**Problem statement:**
Throughout the listing that follows, find each line with the word "DASA" and copy it.

Top of Data for the task

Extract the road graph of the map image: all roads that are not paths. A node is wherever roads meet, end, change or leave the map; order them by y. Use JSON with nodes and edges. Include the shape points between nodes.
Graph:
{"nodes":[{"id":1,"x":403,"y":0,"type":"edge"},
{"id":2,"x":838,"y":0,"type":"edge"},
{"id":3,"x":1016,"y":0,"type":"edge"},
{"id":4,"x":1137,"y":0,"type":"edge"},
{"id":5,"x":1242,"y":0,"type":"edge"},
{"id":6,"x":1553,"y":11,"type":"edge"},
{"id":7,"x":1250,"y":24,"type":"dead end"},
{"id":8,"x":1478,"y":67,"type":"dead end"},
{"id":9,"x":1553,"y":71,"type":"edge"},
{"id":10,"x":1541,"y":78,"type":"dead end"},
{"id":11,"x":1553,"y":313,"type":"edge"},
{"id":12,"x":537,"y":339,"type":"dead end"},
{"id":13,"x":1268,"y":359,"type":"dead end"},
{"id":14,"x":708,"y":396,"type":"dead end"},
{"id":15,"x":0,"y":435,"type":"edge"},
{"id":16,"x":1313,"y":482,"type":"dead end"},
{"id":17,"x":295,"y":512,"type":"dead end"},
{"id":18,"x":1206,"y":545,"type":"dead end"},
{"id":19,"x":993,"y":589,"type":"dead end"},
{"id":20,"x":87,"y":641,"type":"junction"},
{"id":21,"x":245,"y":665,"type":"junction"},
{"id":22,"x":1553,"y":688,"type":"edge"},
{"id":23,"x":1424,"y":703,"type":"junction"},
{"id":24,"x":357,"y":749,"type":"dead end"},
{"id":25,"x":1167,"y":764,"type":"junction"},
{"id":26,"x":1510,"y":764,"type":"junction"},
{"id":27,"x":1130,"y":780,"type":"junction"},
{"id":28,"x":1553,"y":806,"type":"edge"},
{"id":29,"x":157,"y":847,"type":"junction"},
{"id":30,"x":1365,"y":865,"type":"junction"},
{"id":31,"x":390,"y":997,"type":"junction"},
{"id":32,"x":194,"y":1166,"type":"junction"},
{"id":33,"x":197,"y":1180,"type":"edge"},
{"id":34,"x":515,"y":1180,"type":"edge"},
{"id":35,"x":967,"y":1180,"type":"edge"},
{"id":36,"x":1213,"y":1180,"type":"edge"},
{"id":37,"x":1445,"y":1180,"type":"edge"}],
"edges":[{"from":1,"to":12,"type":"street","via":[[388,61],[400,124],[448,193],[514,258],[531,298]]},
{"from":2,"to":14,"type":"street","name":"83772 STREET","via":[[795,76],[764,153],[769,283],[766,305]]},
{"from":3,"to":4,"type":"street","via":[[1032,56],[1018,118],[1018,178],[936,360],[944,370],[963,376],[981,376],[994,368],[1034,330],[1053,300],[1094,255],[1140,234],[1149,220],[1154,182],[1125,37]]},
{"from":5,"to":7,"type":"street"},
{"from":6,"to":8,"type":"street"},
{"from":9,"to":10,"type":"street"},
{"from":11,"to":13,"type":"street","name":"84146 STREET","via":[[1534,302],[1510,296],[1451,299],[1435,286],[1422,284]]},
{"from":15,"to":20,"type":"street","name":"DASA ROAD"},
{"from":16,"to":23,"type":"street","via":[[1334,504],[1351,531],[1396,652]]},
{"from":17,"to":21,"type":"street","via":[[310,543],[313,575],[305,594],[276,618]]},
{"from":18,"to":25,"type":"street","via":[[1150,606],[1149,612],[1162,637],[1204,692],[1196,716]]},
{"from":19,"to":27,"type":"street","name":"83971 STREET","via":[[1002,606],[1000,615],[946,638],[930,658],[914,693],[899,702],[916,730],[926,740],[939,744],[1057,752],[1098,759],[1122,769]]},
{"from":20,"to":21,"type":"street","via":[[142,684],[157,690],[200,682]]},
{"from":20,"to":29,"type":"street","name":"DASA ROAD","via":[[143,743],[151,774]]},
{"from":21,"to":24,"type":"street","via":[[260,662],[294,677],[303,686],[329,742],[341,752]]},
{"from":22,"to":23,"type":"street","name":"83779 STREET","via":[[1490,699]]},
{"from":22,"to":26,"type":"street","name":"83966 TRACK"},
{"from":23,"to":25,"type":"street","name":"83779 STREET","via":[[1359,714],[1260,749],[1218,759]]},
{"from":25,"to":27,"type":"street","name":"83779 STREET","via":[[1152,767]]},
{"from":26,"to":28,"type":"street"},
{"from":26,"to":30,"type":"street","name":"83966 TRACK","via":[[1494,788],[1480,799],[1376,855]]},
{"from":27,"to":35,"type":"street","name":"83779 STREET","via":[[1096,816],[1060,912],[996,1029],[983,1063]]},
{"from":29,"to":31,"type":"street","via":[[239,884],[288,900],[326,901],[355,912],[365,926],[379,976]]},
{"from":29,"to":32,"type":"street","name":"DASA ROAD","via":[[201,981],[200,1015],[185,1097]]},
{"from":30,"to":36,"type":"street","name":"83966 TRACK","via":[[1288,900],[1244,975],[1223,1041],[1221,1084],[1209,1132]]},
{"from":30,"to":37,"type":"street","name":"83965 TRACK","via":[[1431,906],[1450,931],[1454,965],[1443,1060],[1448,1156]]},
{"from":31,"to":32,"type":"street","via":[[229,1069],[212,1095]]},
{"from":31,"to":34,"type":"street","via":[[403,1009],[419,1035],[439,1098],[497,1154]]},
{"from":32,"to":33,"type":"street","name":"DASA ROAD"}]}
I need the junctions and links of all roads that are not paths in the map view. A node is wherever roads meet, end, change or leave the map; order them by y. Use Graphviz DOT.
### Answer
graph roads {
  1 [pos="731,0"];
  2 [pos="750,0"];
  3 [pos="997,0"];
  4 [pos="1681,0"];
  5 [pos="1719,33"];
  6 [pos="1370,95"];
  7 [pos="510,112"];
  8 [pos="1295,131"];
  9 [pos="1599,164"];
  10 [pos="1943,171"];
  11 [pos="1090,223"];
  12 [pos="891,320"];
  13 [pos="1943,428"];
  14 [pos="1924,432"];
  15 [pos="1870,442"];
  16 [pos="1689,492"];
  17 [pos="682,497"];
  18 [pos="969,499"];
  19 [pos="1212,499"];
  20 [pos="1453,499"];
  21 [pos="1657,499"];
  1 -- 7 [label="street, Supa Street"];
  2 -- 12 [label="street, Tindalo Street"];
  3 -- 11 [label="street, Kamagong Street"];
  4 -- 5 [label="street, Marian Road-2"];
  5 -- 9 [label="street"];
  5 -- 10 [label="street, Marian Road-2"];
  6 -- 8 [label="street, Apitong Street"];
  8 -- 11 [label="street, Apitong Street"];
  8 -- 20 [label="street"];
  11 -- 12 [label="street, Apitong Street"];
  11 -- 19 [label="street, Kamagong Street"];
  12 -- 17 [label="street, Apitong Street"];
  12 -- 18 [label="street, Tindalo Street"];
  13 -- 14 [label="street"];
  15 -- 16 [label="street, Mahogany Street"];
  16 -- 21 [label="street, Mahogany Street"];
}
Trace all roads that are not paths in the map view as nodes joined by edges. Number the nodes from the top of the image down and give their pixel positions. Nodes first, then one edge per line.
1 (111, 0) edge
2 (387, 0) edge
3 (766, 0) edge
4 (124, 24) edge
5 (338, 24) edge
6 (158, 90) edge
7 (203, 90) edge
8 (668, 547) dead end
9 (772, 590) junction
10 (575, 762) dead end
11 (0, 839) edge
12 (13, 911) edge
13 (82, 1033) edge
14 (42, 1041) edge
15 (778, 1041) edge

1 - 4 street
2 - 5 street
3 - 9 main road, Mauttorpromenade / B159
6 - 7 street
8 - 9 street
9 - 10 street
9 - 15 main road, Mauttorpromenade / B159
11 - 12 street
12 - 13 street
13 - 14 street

Bottom of Data for the task

**Written solution:**
{"from":15,"to":20,"type":"street","name":"DASA ROAD"},
{"from":20,"to":29,"type":"street","name":"DASA ROAD","via":[[143,743],[151,774]]},
{"from":29,"to":32,"type":"street","name":"DASA ROAD","via":[[201,981],[200,1015],[185,1097]]},
{"from":32,"to":33,"type":"street","name":"DASA ROAD"}]}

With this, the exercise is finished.